Na , da müßt ihr die Eröffnung ohne mich machen , so lange kein Rettungsheli in der nähe ist , werde ich  weder die alte Strecke (wolfskopf) noch die neue Strecke zu Fuß abgehen geschweige denn abfahren !!   

aber wem´s spass macht Bitte , wünsch euch aber trotzdem viel erfolg bei der Eröffnung nach dem ganzen hin und her mit der alten strecke !!


----------



## Pedalritter (4. Februar 2004)

rsfbrohltal schrieb:
			
		

> am 04.04.04 gehts wieder durch den Vulkanpark Brohltal/Laacher See, 3 Strecken 19 - 38 - 52 km, und gleich 264 Teilnehmer zur Premiere.
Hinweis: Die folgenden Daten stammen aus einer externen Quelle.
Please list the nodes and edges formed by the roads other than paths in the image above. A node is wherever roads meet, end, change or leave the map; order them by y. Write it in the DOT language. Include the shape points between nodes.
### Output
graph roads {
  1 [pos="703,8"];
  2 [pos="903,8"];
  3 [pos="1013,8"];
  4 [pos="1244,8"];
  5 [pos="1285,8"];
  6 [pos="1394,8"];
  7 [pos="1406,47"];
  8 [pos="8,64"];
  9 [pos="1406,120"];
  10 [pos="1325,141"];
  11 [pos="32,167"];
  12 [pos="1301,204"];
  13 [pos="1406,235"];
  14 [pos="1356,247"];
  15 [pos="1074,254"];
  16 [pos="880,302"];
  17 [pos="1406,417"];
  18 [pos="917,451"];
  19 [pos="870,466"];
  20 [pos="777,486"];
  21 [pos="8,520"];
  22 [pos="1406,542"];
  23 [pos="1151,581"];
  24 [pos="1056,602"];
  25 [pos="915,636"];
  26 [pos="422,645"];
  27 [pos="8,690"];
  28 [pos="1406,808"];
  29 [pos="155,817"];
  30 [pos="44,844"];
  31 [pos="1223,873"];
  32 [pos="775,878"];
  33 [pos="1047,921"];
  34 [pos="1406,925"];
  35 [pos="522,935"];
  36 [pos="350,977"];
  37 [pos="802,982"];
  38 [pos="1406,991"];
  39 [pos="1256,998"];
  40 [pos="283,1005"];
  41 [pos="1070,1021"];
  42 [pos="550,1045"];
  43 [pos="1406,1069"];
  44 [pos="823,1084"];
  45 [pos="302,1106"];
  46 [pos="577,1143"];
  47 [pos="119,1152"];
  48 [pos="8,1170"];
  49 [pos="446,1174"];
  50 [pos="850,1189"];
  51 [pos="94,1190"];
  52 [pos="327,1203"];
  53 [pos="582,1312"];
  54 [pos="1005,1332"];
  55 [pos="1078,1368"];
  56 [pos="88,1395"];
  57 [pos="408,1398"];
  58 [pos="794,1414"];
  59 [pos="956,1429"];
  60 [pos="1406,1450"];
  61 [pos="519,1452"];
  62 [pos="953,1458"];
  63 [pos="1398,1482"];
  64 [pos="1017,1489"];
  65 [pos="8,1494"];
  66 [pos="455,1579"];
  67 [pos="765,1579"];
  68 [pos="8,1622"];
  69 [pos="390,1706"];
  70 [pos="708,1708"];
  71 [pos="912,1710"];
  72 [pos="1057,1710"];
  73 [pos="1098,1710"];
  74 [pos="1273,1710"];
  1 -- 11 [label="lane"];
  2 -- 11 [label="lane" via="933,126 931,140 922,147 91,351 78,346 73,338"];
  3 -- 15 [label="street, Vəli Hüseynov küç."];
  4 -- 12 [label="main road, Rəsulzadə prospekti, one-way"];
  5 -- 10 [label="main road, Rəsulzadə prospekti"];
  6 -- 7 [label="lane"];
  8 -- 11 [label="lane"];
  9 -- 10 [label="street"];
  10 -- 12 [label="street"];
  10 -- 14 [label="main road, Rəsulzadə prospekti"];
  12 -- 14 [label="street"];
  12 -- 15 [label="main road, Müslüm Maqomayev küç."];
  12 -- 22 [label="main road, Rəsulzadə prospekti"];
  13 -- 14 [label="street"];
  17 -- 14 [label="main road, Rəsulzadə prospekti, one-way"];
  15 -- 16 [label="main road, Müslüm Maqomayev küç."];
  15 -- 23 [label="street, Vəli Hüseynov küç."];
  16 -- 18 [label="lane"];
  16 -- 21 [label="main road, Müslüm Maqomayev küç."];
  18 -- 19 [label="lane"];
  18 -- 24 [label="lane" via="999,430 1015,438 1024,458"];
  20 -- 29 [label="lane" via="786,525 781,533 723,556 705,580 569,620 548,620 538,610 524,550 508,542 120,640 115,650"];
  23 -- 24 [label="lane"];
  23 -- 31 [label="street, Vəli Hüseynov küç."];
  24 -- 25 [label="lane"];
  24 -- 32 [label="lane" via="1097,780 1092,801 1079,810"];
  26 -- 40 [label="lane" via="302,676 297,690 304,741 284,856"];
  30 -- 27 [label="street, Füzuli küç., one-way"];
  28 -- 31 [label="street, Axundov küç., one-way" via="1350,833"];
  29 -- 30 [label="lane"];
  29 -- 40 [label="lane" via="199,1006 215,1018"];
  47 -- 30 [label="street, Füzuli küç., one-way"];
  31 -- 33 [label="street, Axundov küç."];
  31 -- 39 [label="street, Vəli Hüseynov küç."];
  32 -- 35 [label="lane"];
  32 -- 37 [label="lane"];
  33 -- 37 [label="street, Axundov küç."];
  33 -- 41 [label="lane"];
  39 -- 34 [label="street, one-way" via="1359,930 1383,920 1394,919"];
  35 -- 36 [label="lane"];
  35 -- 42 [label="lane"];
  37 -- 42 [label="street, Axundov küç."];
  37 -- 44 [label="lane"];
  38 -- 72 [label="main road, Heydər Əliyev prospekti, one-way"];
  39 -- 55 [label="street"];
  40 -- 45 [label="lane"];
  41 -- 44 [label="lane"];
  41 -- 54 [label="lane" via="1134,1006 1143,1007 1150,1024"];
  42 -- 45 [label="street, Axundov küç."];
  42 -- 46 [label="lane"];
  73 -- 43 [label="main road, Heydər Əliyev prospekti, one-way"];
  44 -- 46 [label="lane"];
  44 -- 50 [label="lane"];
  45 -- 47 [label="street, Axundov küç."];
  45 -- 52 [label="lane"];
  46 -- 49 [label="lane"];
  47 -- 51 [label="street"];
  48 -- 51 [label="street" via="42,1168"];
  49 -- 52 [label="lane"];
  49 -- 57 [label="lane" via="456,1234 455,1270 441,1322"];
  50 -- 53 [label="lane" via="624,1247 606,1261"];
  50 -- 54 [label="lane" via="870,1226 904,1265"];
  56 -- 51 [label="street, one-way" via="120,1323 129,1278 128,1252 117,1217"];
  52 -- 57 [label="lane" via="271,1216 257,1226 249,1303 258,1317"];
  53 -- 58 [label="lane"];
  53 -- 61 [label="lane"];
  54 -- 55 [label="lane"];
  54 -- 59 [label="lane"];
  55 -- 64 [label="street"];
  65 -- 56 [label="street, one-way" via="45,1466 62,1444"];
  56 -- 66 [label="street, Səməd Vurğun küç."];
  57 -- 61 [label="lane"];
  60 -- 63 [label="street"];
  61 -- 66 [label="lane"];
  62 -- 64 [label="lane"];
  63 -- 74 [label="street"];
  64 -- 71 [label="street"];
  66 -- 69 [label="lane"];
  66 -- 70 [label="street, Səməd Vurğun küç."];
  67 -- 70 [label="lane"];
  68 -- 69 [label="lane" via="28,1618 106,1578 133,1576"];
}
gibt´s dazu auch ne Internetadresse wo man sich Informieren kann ?
Habs gefunden   www.rsf-brohltal.de


----------



## MTB-News.de




----------



## Johann (5. Februar 2004)

*wow*
bin doch begeistert, wieviele hier schon unsere beiden Events vom MTB-Team Schaumburg www.singletrail.net erwähnt haben...

und das sich beide Stefans entschieden haben endlich mal mitzufahren...    

@Dave: Deuter Transalpin = 30 l; 1 Schlauch zusammengerollt, nicht angepumt = ca. 0,1 l    und 600 gr => passen also 300 Schläuche in den Transalpin (müsste für 24h reichen), macht dann ca. 180 kg.... na dann, trainier schonmal...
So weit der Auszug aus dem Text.